L’aquaponie associe élevage de poissons et culture hors-sol, les déjections des premiers nourrissant les plantes. Un système qui pourrait rapidement passer au stade industriel…

Le poisson-tomate, une abomination OGM, genre le monstre de Frankenstein, avec des écailles et une chair rouge ? Pas du tout. Tomatenfisch, en allemand, est le nom de code d’un projet d’aquaponie ambitieux, officiellement baptisé Inapro, qui a démarré en janvier dernier et durera quatre ans. Avec six millions d’euros de subventions européennes, sur quatre sites de 500 m2 en Espagne, Belgique, Allemagne et Chine, 18 partenaires industriels et scientifiques vont tester un système dans lequel les plants de tomates se nourrissent des déjections des poissons tout en purifiant l’eau. Objectif ? Passer en mode industriel. Car l’aquaponie suscite l’espoir : le mariage entre élevage de poissons et culture hors-sol permet d’intensifier la production tout en économisant beaucoup de terre, d’eau et d’intrants.
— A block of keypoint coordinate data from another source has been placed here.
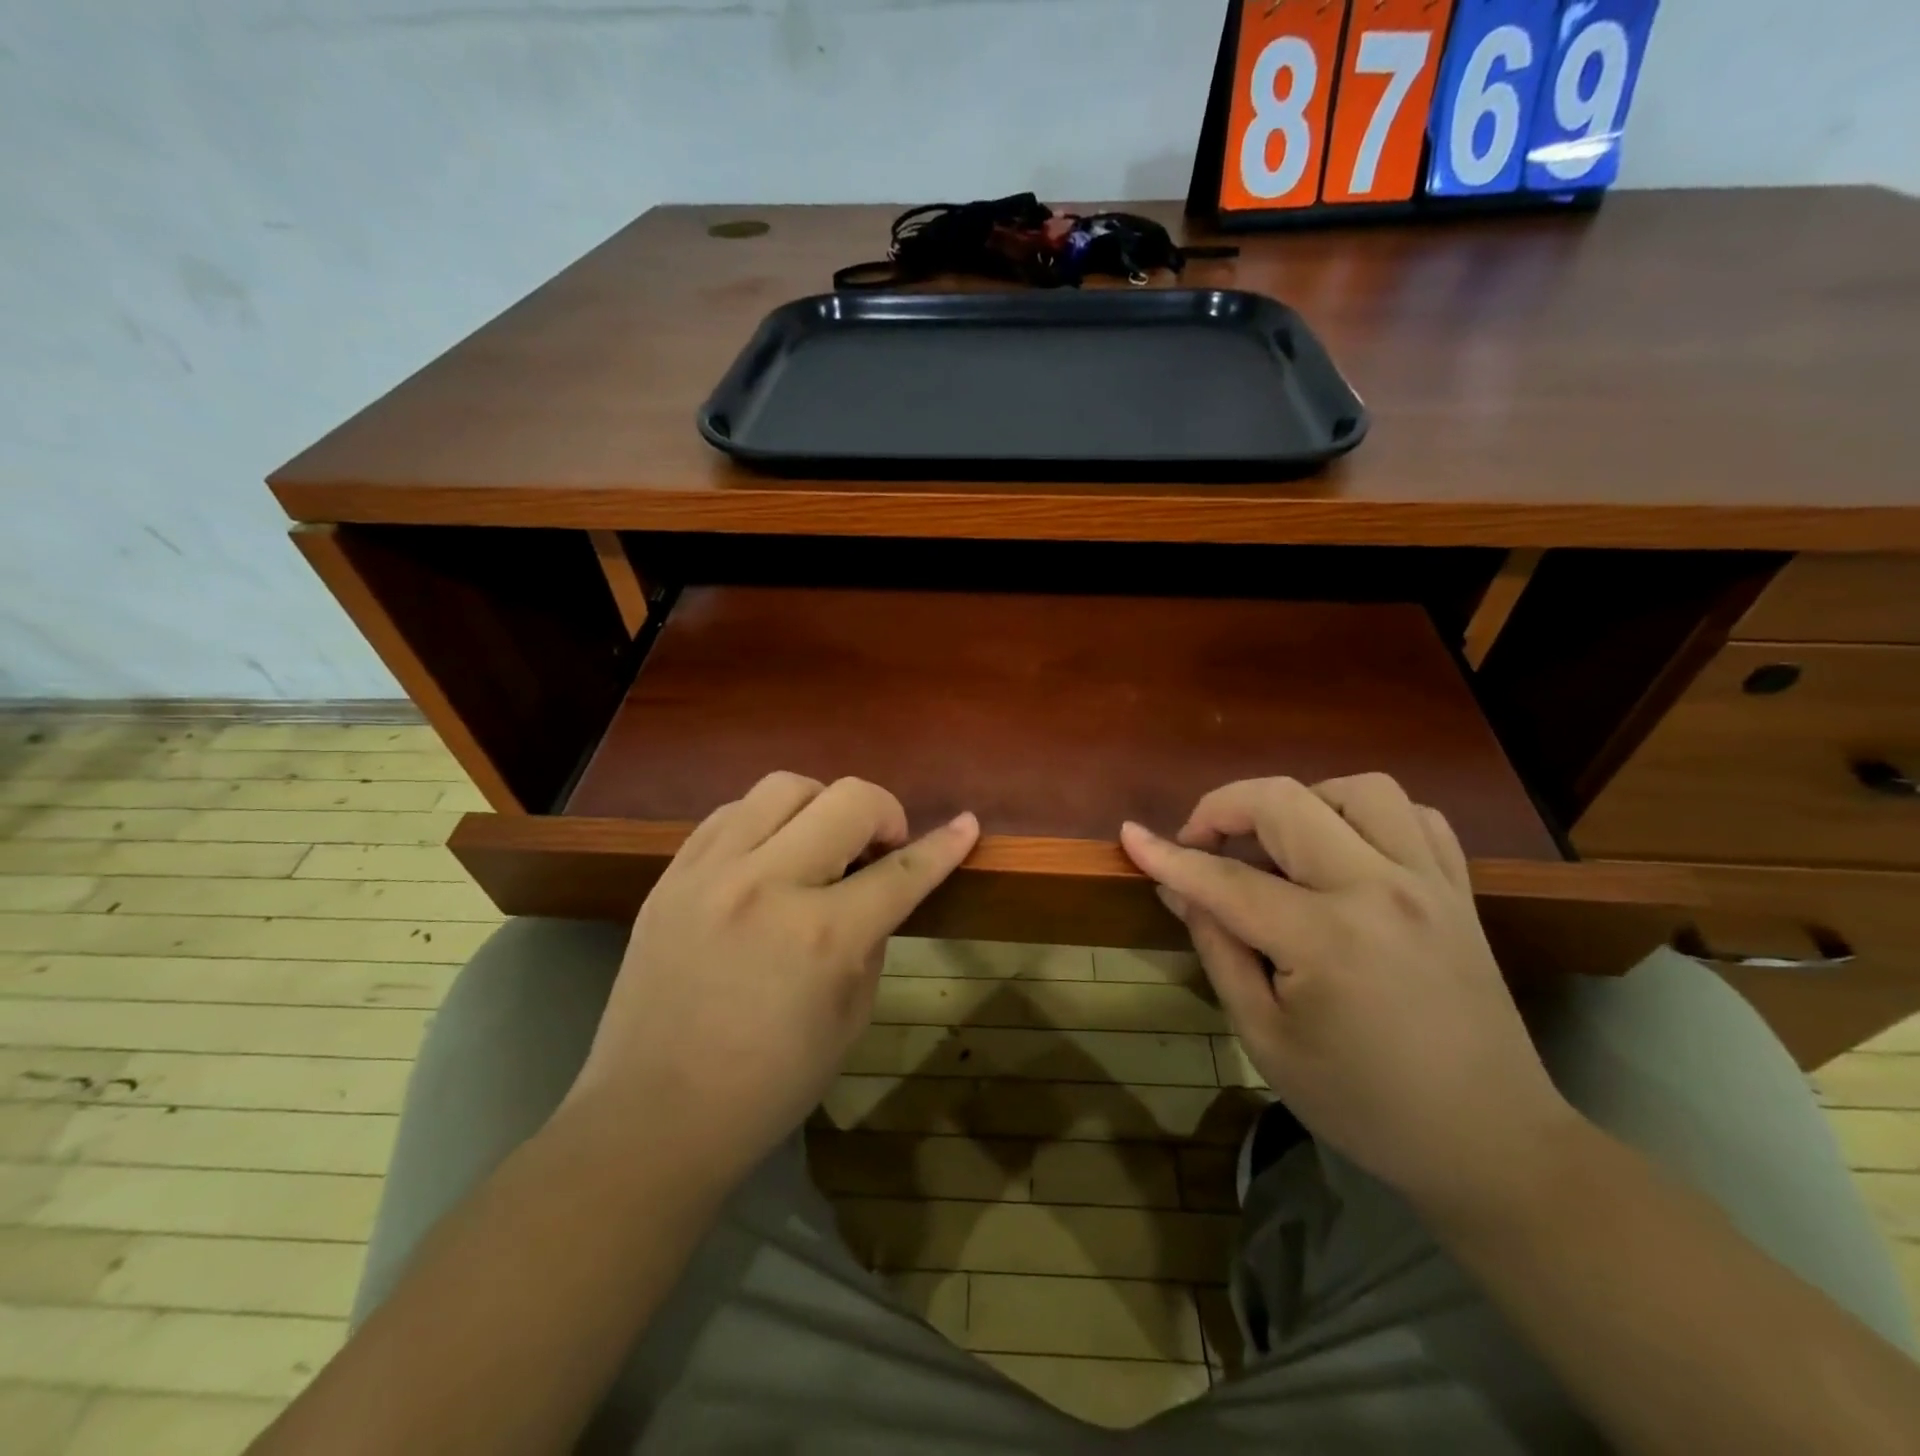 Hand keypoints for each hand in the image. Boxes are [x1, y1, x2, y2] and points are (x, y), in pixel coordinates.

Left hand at [568, 773, 978, 1176]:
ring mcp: (711, 872)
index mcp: (823, 935)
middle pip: (848, 798)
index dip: (945, 845)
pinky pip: (730, 812)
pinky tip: (768, 854)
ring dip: (822, 805)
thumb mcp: (850, 1018)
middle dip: (884, 812)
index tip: (968, 824)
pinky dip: (765, 820)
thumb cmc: (768, 1084)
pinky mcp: (672, 875)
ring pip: (784, 786)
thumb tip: (875, 889)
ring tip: (821, 843)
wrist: (652, 1117)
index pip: (903, 870)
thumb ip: (870, 939)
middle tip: (881, 847)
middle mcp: (768, 885)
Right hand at [1120, 774, 1577, 1211]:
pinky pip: (1414, 815)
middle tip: (1201, 843)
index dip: (1168, 856)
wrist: (1491, 1144)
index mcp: (1327, 938)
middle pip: (1287, 801)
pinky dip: (1366, 816)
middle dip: (1225, 807)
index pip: (1226, 879)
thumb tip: (1178, 889)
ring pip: (1358, 789)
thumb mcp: (1265, 1038)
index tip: (1129, 836)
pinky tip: (1343, 850)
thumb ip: (1219, 949)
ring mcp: (1430, 882)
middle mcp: (1381, 889)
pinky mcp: (1459, 890)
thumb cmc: (1363, 1103)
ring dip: (1302, 802)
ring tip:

Pratiquée par les Chinois et les Aztèques dès l’Antiquité, cette technologie a refait surface dans les années 1980, en Australie et en Asie, et se propage peu à peu dans le monde, de Gaza à Haïti, de façon artisanale.

Tilapias et eau chaude

Mais, aujourd’hui, la technique semble fin prête à se déployer à grande échelle. Le marché de l’aquaponie pourrait passer de 180 millions de dollars (134 millions d’euros) en 2013 à un milliard de dollars (750 millions d’euros) en 2020, selon un rapport de 2012 de l’institut d’études américain IndustryArc. A l’Inapro, on y croit. « Nous voulons prouver la viabilité économique du système et développer des solutions modulables qui soient évolutives et adaptables aux conditions locales », lance Werner Kloas, chercheur à l’Institut Leibniz pour l’eau douce et l’aquaponie (IGB) à Berlin, où le projet a pris naissance. A l’Institut, on a des arguments costauds pour penser que la salade de tomates et tilapia a un bel avenir. Sur les sites pilotes, « la consommation d’eau sera environ de 1 % du volume entier du système par jour, et nous n’emploierons aucun pesticide », précise Georg Staaks, lui aussi chercheur à l’IGB. Reste à savoir si les nutriments apportés aux plantes par les poissons seront suffisants. Et à déterminer les besoins en énergie, issue du solaire ou de la méthanisation, car les poissons, comme les tomates, aiment les températures avoisinant les 27 °C !

Truite à la spiruline

L’Inapro a réunit huit pays différents : Allemagne, Chine, Espagne, Italie, Belgique, Pays-Bas, Autriche et Norvège. La France n’est pas sur ce coup-là. Pourtant, chez nous aussi, l’aquaponie suscite des vocations. Abder Abbaz, expert-comptable de 46 ans, avec un double parcours dans la finance et dans le social, a tout plaqué pour s’y consacrer. Son projet, Aquaponie Valley, démarrera en avril 2015, à l’Esat (Etablissement de service d’aide par le travail, qui emploie des personnes handicapées) de Beauchastel (Ardèche). Il compte déjà de nombreux soutiens : la Croix-Rouge – qui gère l’Esat –, le département, le Cirad (Centre de coopération internationale en recherche agronomique pour le développement), la région Rhône-Alpes, un incubateur d’entreprises sociales innovantes, la bourse French Tech de la Banque publique d’investissement… Car l’idée est passionnante : produire de la truite arc-en-ciel en même temps que de la spiruline et des herbes aromatiques, en circuit fermé et sans intrants chimiques.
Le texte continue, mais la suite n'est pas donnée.